▸ **DATA IN THIS EXERCISE**
+-------+

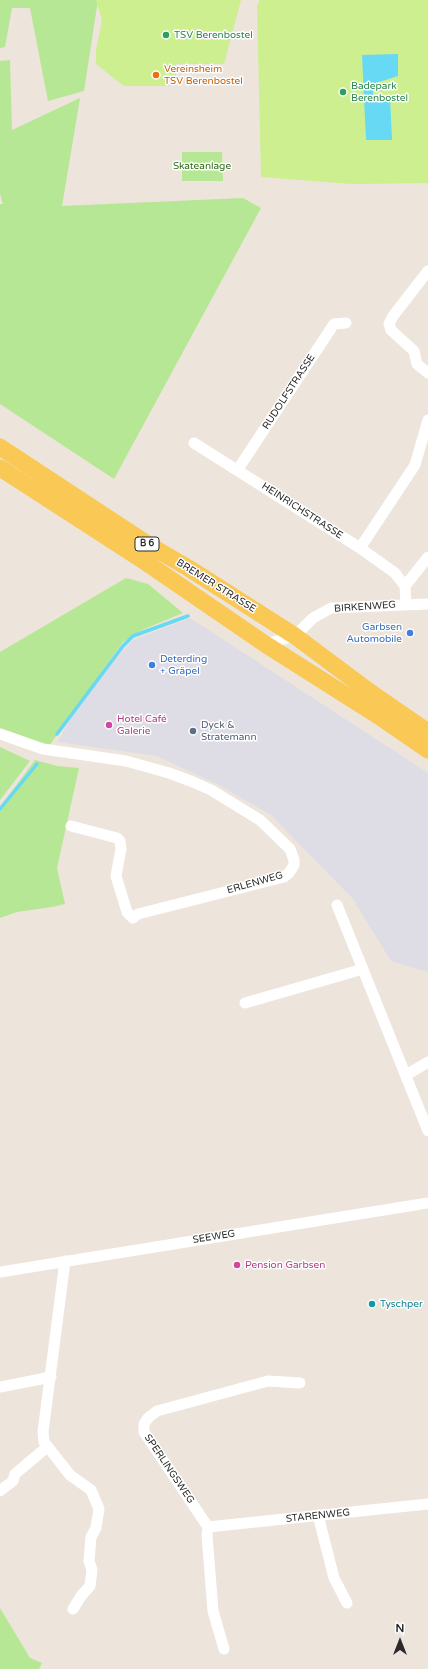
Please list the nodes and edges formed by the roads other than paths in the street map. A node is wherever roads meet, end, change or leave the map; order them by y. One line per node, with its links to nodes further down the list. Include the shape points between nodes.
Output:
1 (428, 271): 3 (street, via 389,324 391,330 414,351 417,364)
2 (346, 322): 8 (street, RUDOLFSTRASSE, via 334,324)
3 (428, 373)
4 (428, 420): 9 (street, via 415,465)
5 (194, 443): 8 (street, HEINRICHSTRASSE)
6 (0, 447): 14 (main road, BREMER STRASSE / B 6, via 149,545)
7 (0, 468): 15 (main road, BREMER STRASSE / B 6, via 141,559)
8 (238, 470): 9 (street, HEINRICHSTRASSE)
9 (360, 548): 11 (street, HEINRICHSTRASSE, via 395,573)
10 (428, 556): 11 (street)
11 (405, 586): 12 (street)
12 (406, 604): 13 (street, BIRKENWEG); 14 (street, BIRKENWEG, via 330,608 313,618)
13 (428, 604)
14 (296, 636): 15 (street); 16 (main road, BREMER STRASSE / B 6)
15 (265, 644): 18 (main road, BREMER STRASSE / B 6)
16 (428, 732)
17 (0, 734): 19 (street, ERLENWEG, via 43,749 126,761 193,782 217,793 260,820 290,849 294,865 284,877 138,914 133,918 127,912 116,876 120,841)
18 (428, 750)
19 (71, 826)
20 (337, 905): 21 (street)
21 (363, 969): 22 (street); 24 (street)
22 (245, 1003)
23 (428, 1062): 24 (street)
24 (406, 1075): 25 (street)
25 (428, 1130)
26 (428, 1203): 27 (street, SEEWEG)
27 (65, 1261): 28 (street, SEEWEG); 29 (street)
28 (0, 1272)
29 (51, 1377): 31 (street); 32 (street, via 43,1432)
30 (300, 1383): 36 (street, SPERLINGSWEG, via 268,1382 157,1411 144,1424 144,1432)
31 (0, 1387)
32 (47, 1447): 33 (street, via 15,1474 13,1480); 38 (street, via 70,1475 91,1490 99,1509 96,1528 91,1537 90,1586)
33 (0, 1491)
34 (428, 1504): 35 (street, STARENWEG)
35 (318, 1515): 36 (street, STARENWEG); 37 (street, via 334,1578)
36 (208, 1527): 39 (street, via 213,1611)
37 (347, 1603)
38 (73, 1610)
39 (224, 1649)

+-------+

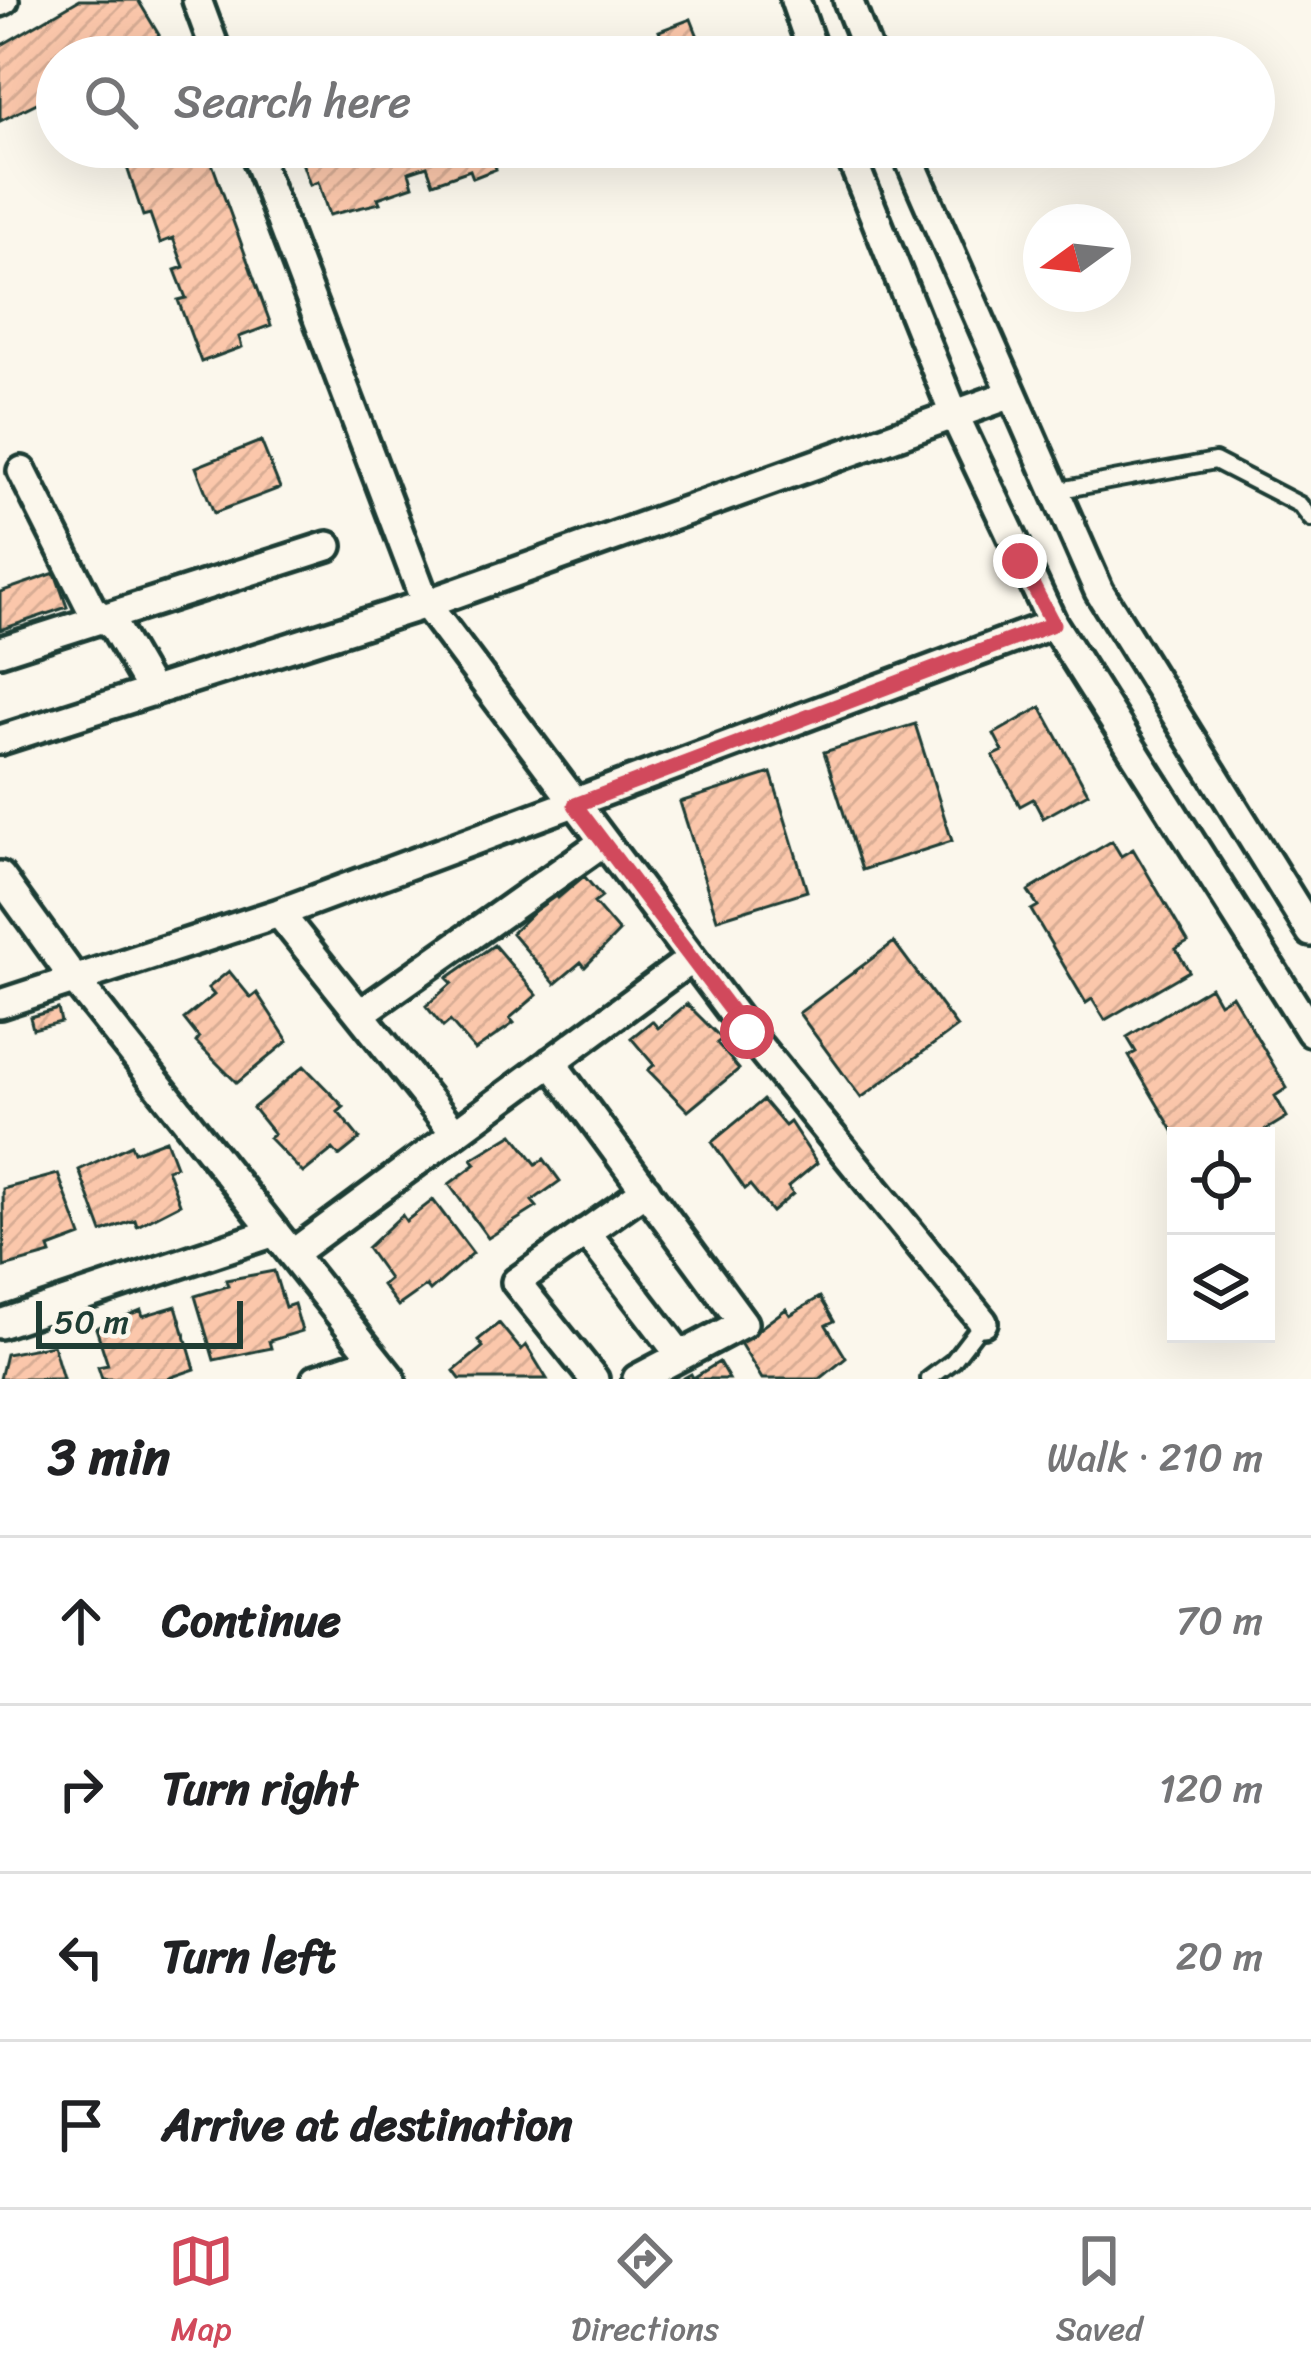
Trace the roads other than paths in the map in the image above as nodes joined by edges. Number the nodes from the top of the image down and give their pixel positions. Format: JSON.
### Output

+-------+

▸ **YOUR INSTRUCTIONS**
For every line in the listing above that mentions the word "than", make a copy.

▸ **SOLVED PROBLEM**
Please list the nodes and edges formed by the roads other than paths in the street map. A node is wherever roads meet, end, change or leave the map; order them by y. One line per node, with its links to nodes further down the list. Include the shape points between nodes.
Trace the roads other than paths in the map in the image above as nodes joined by edges. Number the nodes from the top of the image down and give their pixel positions. Format: JSON.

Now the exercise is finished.